(Beginning of SUPPLIED MATERIAL)
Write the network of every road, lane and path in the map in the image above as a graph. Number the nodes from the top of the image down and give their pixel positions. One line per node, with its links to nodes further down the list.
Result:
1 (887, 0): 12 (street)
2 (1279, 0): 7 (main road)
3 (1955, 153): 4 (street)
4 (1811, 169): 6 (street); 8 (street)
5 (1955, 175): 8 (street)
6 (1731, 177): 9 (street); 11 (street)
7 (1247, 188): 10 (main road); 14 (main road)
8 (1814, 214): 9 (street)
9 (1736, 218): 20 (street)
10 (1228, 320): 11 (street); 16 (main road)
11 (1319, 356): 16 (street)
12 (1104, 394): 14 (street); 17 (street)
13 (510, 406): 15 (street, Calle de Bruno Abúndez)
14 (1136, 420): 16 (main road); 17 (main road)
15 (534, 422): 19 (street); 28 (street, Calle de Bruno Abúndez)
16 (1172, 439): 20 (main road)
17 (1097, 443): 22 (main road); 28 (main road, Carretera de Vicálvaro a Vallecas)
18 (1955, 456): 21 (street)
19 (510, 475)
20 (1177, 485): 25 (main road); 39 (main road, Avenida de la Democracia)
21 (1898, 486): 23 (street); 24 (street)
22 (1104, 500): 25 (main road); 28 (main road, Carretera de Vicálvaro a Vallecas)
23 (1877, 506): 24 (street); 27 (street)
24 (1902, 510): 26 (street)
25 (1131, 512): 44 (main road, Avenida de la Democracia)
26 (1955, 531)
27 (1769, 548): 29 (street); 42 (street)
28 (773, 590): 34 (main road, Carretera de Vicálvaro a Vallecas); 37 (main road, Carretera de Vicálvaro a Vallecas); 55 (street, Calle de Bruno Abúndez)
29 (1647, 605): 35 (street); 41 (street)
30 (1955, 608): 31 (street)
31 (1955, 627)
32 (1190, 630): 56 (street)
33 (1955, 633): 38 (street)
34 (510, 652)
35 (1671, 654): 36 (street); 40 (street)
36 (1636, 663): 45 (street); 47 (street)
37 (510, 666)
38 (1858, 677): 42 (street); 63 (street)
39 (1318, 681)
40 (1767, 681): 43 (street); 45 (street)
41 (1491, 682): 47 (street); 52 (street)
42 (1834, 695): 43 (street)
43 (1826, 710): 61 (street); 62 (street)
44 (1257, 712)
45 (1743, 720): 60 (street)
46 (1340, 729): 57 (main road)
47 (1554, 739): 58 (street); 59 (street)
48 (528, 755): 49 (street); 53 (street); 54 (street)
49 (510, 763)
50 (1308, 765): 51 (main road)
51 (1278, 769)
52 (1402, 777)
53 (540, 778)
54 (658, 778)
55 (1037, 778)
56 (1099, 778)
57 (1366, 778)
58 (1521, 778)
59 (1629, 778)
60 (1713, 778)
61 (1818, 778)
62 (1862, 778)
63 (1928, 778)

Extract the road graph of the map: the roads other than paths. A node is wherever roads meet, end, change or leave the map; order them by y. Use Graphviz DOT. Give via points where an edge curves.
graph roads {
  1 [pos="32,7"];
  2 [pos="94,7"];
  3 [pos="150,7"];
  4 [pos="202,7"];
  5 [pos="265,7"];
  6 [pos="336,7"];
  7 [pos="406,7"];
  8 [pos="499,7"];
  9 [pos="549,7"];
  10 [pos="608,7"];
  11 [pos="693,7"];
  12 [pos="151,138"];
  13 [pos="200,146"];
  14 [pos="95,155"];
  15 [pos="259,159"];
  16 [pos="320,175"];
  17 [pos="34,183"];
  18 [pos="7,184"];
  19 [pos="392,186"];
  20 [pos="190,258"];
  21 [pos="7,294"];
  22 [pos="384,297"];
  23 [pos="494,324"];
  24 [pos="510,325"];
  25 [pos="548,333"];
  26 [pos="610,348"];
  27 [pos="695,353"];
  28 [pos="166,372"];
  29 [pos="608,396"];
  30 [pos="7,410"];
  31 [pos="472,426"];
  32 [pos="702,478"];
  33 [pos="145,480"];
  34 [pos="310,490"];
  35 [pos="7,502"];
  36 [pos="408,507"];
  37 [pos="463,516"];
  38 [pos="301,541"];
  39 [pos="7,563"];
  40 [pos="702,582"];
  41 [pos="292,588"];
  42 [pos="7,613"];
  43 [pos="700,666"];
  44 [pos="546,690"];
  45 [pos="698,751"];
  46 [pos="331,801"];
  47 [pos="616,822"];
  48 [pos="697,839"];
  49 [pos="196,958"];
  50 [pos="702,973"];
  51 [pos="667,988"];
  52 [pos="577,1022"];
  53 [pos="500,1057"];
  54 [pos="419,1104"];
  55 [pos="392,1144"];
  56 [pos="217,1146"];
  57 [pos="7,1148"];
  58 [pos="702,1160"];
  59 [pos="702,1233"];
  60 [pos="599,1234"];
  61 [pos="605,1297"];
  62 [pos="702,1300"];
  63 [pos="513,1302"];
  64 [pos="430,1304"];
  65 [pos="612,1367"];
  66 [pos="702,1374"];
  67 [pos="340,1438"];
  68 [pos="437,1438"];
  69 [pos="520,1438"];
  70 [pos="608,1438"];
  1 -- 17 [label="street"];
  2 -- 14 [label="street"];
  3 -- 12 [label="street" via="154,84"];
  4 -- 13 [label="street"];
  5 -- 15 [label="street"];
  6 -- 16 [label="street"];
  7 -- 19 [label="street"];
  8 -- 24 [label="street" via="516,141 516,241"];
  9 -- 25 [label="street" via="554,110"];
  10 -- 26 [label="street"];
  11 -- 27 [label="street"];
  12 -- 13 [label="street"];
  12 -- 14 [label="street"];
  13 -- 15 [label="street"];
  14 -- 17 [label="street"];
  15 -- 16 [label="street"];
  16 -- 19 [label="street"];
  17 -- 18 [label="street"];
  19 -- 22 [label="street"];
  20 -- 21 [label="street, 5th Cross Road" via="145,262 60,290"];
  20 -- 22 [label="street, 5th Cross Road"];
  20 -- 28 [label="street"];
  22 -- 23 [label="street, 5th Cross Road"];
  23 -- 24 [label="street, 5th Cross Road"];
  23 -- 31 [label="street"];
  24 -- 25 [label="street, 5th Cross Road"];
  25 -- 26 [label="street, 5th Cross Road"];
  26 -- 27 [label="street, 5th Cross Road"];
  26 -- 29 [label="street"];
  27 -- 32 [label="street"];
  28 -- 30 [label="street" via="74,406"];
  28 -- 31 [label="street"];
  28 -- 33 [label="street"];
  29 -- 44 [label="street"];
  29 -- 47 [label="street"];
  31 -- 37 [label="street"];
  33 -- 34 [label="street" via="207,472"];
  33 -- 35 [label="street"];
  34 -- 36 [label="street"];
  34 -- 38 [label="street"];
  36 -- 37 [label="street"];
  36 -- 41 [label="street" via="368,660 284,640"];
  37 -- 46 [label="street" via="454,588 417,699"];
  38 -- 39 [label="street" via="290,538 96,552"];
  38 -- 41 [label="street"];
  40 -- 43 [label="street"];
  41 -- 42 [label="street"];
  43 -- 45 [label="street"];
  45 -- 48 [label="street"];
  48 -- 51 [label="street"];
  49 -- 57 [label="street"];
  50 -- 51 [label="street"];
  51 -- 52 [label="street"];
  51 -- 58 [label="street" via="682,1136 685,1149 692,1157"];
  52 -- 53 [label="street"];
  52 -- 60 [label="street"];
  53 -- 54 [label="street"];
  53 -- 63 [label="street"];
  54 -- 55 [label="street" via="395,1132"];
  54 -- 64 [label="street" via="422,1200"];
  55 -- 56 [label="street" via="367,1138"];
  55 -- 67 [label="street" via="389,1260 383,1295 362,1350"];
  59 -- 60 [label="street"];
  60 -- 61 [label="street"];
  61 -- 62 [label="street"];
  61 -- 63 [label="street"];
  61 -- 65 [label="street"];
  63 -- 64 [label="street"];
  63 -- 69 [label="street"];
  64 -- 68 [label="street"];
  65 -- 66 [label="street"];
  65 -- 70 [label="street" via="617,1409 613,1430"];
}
(End of SUPPLIED MATERIAL)
- **WHAT TO WORK ON**: Find the word "graph" in the entries above. Copy every line that has it.

- **YOUR RESPONSE**:
Write the network of every road, lane and path in the map in the image above as a graph. Number the nodes from the top of the image down and give their pixel positions. One line per node, with its links to nodes further down the list.
Extract the road graph of the map: the roads other than paths. A node is wherever roads meet, end, change or leave the map; order them by y. Use Graphviz DOT. Give via points where an edge curves.
graph roads {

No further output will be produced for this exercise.